Everyone remembers the rhyme about Lizzie Borden giving her parents a certain number of whacks. Everyone also knows she was found not guilty. But! She wasn’t found innocent either. So what happens when, thirty years later, another parent is found murdered in the exact same way and Lizzie just happens to be the neighbor living right next door? Coincidence? Amanda Burden is a teenager of thirteen and has befriended Miss Borden who has lived alone all this time. This is Amanda’s story.
Satterthwait keeps the tension tight in this clever whodunit. Amanda believes in Miss Lizzie’s innocence and yet Satterthwait is careful to leave a little room for doubt.

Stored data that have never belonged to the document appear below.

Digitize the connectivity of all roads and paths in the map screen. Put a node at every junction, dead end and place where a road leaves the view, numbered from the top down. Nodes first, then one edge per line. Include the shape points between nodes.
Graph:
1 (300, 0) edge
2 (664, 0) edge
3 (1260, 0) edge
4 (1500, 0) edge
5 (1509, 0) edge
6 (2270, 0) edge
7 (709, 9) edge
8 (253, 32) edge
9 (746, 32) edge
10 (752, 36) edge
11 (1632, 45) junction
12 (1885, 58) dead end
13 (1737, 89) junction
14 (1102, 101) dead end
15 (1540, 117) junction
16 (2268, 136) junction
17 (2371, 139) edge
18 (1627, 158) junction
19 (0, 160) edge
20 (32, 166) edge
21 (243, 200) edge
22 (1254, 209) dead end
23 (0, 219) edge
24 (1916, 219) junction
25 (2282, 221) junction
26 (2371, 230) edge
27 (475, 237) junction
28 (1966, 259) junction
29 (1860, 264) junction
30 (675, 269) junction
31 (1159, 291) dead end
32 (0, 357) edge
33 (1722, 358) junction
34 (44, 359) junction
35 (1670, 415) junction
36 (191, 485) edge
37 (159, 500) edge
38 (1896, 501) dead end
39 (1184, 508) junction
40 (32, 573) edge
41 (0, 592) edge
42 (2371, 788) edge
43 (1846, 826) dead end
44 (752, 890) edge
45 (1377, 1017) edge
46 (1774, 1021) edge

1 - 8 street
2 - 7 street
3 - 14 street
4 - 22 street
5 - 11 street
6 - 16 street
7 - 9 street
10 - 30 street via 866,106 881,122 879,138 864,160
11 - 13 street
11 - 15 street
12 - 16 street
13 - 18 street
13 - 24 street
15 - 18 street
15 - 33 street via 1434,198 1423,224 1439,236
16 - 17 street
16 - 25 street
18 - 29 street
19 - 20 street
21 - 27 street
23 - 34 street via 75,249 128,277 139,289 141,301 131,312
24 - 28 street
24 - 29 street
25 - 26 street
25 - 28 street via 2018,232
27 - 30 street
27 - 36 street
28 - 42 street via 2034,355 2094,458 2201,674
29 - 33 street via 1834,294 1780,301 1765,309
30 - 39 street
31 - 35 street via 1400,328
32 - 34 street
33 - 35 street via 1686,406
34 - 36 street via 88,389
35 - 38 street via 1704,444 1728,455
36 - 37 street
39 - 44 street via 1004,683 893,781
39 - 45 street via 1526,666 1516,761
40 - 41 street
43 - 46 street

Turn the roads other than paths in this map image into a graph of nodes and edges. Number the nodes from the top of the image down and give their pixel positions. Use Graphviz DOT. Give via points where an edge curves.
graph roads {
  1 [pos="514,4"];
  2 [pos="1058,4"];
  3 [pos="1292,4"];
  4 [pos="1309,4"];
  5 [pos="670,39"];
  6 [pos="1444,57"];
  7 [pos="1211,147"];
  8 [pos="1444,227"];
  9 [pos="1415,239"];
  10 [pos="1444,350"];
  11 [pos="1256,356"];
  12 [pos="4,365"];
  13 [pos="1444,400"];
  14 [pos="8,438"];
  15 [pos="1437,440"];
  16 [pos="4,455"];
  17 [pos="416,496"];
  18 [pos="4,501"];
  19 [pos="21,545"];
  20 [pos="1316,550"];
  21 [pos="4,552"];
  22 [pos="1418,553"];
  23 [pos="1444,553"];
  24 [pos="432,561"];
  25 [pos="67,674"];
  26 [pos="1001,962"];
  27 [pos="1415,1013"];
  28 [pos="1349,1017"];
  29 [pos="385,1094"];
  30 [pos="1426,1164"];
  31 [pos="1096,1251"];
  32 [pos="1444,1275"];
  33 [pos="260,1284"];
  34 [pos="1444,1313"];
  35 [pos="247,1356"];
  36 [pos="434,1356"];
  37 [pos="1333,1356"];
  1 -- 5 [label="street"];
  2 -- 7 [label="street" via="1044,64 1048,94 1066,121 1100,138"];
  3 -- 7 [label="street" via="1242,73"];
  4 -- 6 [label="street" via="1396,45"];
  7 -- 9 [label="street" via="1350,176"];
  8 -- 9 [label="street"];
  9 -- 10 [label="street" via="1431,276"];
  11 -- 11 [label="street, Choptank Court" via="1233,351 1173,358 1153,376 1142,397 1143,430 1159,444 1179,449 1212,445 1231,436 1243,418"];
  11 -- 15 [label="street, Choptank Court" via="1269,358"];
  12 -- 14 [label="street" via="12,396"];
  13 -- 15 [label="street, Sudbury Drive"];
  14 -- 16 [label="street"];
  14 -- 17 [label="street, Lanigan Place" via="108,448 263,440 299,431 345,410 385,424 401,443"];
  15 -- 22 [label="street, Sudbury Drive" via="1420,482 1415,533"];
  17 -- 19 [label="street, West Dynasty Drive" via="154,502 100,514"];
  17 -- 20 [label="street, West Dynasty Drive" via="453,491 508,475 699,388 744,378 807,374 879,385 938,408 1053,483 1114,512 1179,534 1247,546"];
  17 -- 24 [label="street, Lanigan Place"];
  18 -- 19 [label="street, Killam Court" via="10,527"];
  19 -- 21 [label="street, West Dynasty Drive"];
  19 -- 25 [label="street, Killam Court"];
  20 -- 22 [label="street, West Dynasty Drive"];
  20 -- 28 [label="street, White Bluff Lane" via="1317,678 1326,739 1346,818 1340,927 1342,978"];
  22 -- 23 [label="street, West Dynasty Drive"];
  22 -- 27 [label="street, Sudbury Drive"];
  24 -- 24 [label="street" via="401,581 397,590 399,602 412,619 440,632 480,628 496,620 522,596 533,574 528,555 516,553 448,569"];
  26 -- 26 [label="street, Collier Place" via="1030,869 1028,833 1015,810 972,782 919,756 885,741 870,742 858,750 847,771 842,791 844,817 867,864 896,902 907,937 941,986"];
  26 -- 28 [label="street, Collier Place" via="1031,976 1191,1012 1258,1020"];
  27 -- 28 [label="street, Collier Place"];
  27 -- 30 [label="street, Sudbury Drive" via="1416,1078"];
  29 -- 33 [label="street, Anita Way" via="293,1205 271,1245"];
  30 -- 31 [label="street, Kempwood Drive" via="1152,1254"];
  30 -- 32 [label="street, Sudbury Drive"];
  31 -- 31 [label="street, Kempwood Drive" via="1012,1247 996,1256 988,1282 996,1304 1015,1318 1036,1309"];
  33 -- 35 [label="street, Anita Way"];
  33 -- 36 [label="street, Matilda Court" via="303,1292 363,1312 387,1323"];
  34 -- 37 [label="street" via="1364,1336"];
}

There were several things I found unusual about this plot. For starters, Amanda is, as I said, only thirteen years old and yet her father leaves Amanda with Miss Lizzie while he conducts business (and an affair) in Boston. Amanda has been keeping her friendship with Miss Lizzie a secret, so how or why would Mr. Burden trust his only daughter to the care of a woman who may or may not have murdered her parents? I don’t think it ruins the plot to say that I was even further confused when it was revealed Amanda’s father left his daughter to be the one to discover her stepmother’s body hacked to death. Who does that?
Quotes to quote, “Families are held together as much by what they do not say as by what they do” (p 86), and “Decades can pass sometimes, and even entire lives, before we forgive our parents their humanity” (p 316).
Author fact: Satterthwait has a sense of humor. His Amazon page says he was raised by wolverines because the wolves wouldn’t take him.
Nancy said: Miss Lizzie was one of the best biographical novels she’s read (Book Lust, p 37).
BookLust Twist: from Book Lust in the chapter called “Biographical Novels” (p 37). As an aside, this could also be in the More Book Lust chapter called “Men Channeling Women” (p 166).
Eggers, Dave. Zeitoun. New York: Vintage Books, 2009.
Reason read: Louisiana was founded in the month of April.
For the rest of the world, Hurricane Katrina and the aftermath of her horrible devastation are receding images in the rear view mirror; images replaced by other natural and man-made disasters of bigger and nastier proportions. To the rest of the world what happened in New Orleans is fast becoming a series of footnotes in history’s troubled narrative. But, for the people of New Orleans, the nightmare is far from over. Zeitoun is just one man’s story. A man who stayed to wait out the storm. A man who tried to help those in need wherever and however he could. A man caught up in racial profiling, prejudices, and fast-ignited bad judgements. There were hundred of stories just like his. Dave Eggers makes the story more interesting than run of the mill.
When it was all said and done, I had to wonder about Zeitoun’s character. Here was a man who stubbornly made his wife and child walk four hours one way on a beach to reach a rock formation he could see in the distance.
As an aside, I tried to not let the rest of Zeitoun’s public story change how I read Eggers’s book. Like everyone else, I Googled Zeitoun and found out about his violent behavior towards his wife and their legal battles. So sad.
Quotes to quote, “The winds were still many days from being relevant to his life” (p 24).
Author fact: Dave Eggers was born in Boston and is my age.
Book trivia: Oddly enough, even though there are photographs in Zeitoun they are of his family and not what everyone would expect, of the devastation in New Orleans.
Nancy said: Nancy outlines the basic plot of Zeitoun.
BookLust Twist: from Book Lust To Go in the chapter called “News From N’Orleans” (p 155).